Kate MccGwire: Working Instinctively
TLmag spoke to the British sculptor MccGwire’s about her practice which evolves a fascination with dualities, beauty, and natural materials.
The British sculptor Kate MccGwire explores the dualities and complexities of beauty in her practice. Through sculptures made from natural materials, MccGwire often triggers subconscious responses from viewers. After graduating from the Royal College of Art in 2004, MccGwire has exhibited, amongst others, at the Saatchi Gallery (London), the Museum of Art and Design (New York), Musée de la Chasse et de la Nature (Paris), at Glasstress, an official collateral event of the Venice Biennale, and recently published a monograph with Anomie. TLmag took time to explore MccGwire’s practice and fascination with dualities and beauty.

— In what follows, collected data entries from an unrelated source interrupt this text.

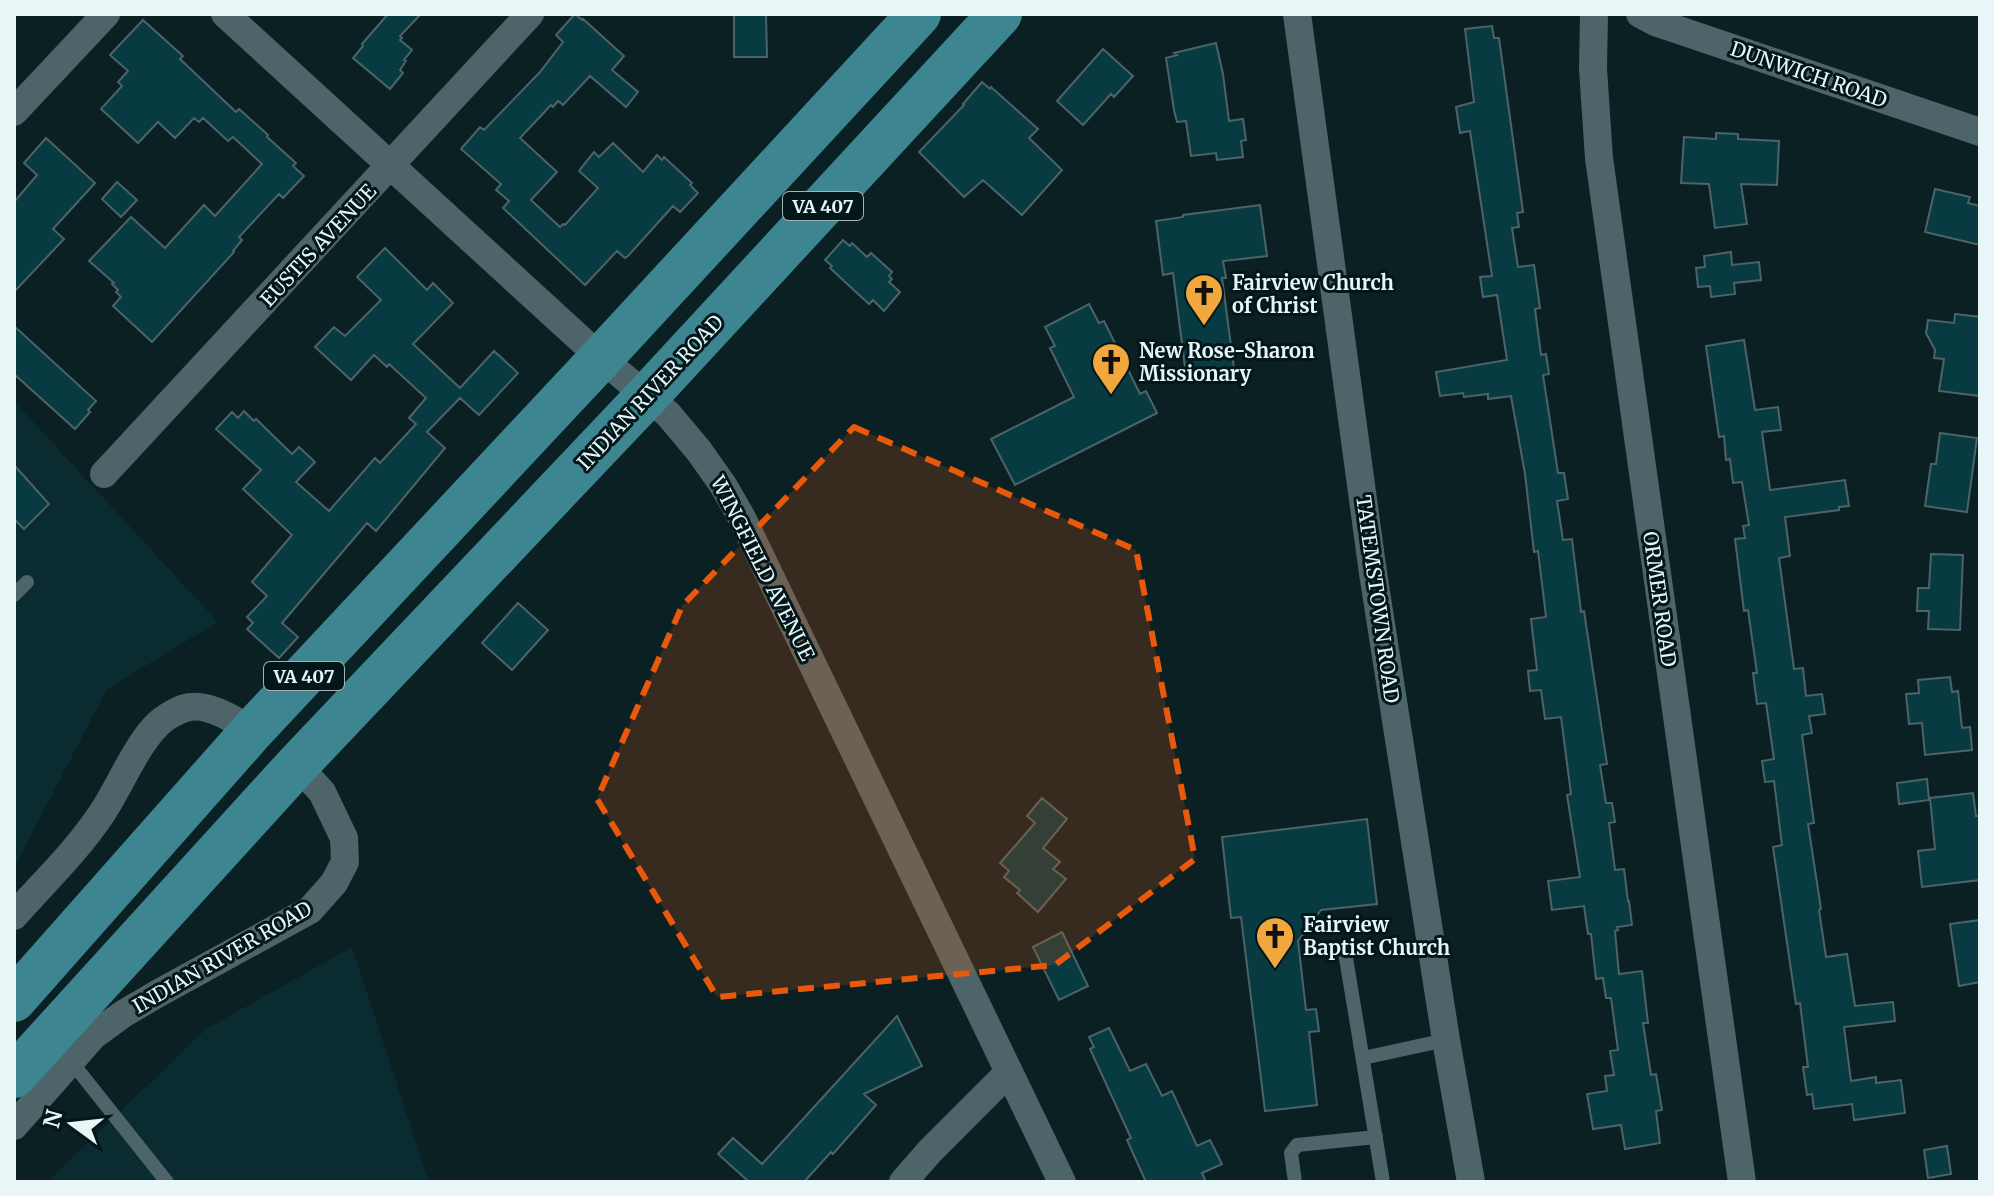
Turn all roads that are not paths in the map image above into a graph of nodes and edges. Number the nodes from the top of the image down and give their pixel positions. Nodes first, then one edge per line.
1 (106, 14) edge
2 (225, 14) edge
3 (530, 14) edge
4 (919, 14) edge
5 (1000, 14) edge
6 (1297, 14) edge
7 (1594, 14) edge
8 (1640, 14) edge
9 (14, 112) edge
10 (1980, 132) edge
11 (391, 166) junction
12 (601, 358) junction
13 (646, 397) junction
14 (104, 474) dead end
15 (27, 582) dead end
16 (14, 595) edge
17 (252, 731) junction
18 (297, 765) junction
19 (19, 900) edge
20 (1345, 952) dead end
21 (14, 1000) edge
22 (1446, 1040) junction
23 (1363, 1058) junction
24 (70, 1060) junction
25 (1009, 1072) junction
26 (14, 1076) edge
27 (14, 1126) edge
28 (1376, 1137) junction
29 (166, 1182) edge
30 (903, 1182) edge
31 (1062, 1182) edge
32 (1295, 1182) edge
33 (1383, 1182) edge
34 (1471, 1182) edge
35 (1742, 1182) edge

1 - 9 street
2 - 11 street, WINGFIELD AVENUE
3 - 11 street, EUSTIS AVENUE
4 - 12 main road, VA 407
5 - 13 main road, INDIAN RIVER ROAD / VA 407
6 - 22 street, TATEMSTOWN ROAD
7 - 35 street, ORMER ROAD
8 - 10 street, DUNWICH ROAD
11 - 12 street, WINGFIELD AVENUE
11 - 14 street, EUSTIS AVENUE
12 - 13 street, WINGFIELD AVENUE
12 - 17 main road, VA 407
13 - 18 main road, INDIAN RIVER ROAD / VA 407
13 - 25 street, WINGFIELD AVENUE
15 - 16 lane
17 - 19 street
17 - 21 main road, VA 407
18 - 24 street, INDIAN RIVER ROAD
18 - 26 main road, INDIAN RIVER ROAD / VA 407
20 - 23 lane
22 - 23 lane
22 - 34 street, TATEMSTOWN ROAD
23 - 28 lane
24 - 27 street, INDIAN RIVER ROAD
24 - 29 lane
25 - 30 street
25 - 31 street, WINGFIELD AVENUE
28 - 32 lane
28 - 33 lane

TLmag: Your work revolves around sculpting with feathers. Could you elaborate on how you started to work with feathers as sculptures?
Kate MccGwire (K.M.): I grew up on the Norfolk Broads, well known for its marshland fields and birdlife. My mum has a painting of mine of a peacock feather that I painted when I was about 11, but it took me a while to recognize feathers as an actual material for art-making. After graduating from the Royal College of Art, I purchased a barge on the Thames, which I used as a studio. There I discovered a colony of pigeons which inspired me to collect and use their feathers, often layering them in a variety of forms and directions to mimic the water flowing nearby.
TLmag: In an interview, you mentioned the key role the preordained sequence of feathers play in your work. Could you speak a bit more about this?
K.M: I like to be guided by the materials I use, keeping my mind open to the distinctive possibilities they offer. Each feather is unique and making a sculpture includes responding to preordained sequences – colors, patterns, proportions, and shapes. The beauty of natural forms stems from the symbolism and mythologies we attach to them; the impact of my sculptures relies on intermingled narratives and emotions they produce – from pleasure and amazement to fear and repulsion.
TLmag: Much of your work seems to draw on dualities, such as beauty and grimness. Could you explain what role dualities play in your practice and why you see it as important?
K.M.: Beauty can simultaneously delight the senses and at the same time lull you into a false sense of security – that unnerving sense of pleasure in seeing but not really making sense of what you’re looking at is always important to me… playing with your senses, your knowns and turning them on their head. I don’t want the viewer to get too comfortable.
TLmag: You also often mention how the element of confusion is important to your work, could you elaborate?
K.M.: My intention is to embody uncertainty by creating forms that are simultaneously organic and abstract, appearing fluid yet being static. The interplay of opposites runs through everything I do – my work needs tension to create its internal equilibrium. Ambiguity plays a part in my making process too; feathering is intuitive and hypnotic, and I work instinctively – the resulting sculpture is often quite the opposite.